▶ _BRIEF_
Repeat word for word the opening stretch of the entries, from the first line through the line containing "Build a routing graph from the map in".

▶ _DATA EXTRACTS_
>>>

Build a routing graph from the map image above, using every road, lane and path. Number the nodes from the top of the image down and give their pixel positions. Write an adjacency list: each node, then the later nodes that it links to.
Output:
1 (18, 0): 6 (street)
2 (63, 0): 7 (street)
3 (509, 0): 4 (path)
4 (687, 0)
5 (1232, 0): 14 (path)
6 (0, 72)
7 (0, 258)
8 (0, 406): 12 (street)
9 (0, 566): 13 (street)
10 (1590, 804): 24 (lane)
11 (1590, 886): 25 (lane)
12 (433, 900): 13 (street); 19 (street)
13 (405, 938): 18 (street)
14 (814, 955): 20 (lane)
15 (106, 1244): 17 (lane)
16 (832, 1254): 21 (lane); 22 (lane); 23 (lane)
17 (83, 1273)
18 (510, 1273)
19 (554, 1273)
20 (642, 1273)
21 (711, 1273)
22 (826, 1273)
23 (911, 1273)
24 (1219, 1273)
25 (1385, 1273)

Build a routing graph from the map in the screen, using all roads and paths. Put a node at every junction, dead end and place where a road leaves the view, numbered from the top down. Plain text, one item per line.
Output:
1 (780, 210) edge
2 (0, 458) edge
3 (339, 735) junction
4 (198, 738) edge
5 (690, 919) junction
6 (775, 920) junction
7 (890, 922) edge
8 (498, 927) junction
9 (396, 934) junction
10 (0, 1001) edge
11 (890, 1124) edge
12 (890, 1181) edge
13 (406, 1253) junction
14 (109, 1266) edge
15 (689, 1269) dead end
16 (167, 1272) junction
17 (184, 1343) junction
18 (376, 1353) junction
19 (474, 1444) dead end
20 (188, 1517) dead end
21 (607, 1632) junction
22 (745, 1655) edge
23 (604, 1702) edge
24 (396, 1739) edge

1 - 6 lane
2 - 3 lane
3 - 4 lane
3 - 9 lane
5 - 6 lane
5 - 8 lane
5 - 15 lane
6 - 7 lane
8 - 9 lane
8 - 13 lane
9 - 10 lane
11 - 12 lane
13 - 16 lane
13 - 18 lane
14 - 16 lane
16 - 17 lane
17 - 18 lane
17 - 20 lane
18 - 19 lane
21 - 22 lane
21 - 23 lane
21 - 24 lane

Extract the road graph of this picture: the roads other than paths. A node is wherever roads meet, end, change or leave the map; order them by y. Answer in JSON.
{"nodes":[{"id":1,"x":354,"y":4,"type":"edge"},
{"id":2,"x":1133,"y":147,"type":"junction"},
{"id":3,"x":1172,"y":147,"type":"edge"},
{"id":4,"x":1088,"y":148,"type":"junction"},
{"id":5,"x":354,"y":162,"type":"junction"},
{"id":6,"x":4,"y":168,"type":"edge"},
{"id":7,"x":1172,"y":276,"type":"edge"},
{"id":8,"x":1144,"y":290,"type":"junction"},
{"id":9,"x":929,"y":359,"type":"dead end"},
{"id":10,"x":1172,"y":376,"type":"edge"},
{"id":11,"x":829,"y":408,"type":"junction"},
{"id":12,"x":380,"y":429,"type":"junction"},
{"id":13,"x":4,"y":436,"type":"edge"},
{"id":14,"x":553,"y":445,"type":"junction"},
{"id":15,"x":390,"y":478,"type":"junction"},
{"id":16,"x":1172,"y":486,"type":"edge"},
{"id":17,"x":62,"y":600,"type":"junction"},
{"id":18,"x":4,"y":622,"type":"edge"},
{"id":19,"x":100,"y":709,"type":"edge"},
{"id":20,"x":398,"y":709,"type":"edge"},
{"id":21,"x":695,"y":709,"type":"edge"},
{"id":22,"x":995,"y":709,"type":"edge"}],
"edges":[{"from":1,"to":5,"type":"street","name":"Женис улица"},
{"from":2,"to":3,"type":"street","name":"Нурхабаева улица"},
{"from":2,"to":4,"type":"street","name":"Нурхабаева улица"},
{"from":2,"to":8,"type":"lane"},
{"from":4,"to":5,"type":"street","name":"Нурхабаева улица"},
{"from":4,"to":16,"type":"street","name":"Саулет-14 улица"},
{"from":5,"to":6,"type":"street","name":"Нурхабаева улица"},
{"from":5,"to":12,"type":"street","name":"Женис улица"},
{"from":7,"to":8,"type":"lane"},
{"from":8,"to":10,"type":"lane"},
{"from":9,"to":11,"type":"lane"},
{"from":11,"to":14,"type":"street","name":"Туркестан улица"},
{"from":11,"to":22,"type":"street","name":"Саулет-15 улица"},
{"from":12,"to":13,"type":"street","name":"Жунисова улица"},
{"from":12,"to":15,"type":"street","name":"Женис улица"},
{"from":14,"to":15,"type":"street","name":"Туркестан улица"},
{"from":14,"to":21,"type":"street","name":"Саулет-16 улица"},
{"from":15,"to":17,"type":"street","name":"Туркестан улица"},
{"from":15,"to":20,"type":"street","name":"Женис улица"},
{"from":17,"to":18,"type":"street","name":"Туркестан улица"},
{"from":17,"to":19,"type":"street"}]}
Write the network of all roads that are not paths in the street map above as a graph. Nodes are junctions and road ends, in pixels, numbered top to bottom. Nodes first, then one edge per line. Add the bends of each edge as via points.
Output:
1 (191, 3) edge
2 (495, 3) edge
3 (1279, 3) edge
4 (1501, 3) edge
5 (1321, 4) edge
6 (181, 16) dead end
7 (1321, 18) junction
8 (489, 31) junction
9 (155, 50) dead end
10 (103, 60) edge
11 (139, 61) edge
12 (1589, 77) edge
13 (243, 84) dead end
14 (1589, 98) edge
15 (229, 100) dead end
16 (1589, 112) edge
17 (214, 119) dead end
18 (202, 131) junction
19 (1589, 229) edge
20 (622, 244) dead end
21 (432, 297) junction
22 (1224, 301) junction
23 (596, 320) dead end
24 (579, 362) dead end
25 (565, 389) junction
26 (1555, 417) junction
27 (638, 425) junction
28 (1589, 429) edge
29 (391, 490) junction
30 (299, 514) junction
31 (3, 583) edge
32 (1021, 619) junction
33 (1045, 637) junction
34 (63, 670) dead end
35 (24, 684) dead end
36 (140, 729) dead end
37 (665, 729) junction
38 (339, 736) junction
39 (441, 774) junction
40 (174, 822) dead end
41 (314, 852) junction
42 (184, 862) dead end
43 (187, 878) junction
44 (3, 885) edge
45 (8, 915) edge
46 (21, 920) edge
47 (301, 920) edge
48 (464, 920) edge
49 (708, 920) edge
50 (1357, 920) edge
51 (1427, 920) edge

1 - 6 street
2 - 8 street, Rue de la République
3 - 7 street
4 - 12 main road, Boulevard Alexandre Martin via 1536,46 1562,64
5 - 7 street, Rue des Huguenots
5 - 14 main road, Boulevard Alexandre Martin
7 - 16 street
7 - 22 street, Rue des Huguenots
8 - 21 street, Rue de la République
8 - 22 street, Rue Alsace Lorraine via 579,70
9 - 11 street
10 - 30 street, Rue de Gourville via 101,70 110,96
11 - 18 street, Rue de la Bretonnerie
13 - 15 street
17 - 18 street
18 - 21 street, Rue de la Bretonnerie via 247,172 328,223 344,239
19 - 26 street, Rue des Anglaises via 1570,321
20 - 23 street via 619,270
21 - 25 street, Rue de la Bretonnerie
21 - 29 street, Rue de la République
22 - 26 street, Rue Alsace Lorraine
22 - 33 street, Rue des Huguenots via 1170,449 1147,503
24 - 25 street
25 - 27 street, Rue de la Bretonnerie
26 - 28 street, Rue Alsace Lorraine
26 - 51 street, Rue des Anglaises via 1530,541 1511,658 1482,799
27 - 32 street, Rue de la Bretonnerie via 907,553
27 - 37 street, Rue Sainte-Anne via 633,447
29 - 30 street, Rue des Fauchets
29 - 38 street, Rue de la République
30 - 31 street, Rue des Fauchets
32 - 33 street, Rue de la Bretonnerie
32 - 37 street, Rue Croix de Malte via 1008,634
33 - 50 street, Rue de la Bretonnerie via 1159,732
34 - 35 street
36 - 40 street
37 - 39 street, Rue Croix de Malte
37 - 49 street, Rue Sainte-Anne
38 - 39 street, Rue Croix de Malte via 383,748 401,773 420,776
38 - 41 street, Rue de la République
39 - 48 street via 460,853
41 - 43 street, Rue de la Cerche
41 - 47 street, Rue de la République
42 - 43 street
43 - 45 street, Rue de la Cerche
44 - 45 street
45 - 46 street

<<<

▶ _THE ANSWER_
Build a routing graph from the map image above, using every road, lane and path. Number the nodes from the top of the image down and give their pixel positions. Write an adjacency list: each node, then the later nodes that it links to.
Output:
1 (18, 0): 6 (street)
2 (63, 0): 7 (street)
3 (509, 0): 4 (path)
4 (687, 0)
5 (1232, 0): 14 (path)
6 (0, 72)
7 (0, 258)
8 (0, 406): 12 (street)
9 (0, 566): 13 (street)
10 (1590, 804): 24 (lane)
11 (1590, 886): 25 (lane)
12 (433, 900): 13 (street); 19 (street)
13 (405, 938): 18 (street)
14 (814, 955): 20 (lane)
15 (106, 1244): 17 (lane)
16 (832, 1254): 21 (lane); 22 (lane); 23 (lane)
17 (83, 1273)
18 (510, 1273)
19 (554, 1273)
20 (642, 1273)
21 (711, 1273)
22 (826, 1273)
23 (911, 1273)
24 (1219, 1273)
25 (1385, 1273)

Build a routing graph from the map in the screen, using all roads and paths. Put a node at every junction, dead end and place where a road leaves the view, numbered from the top down. Plain text, one item per line.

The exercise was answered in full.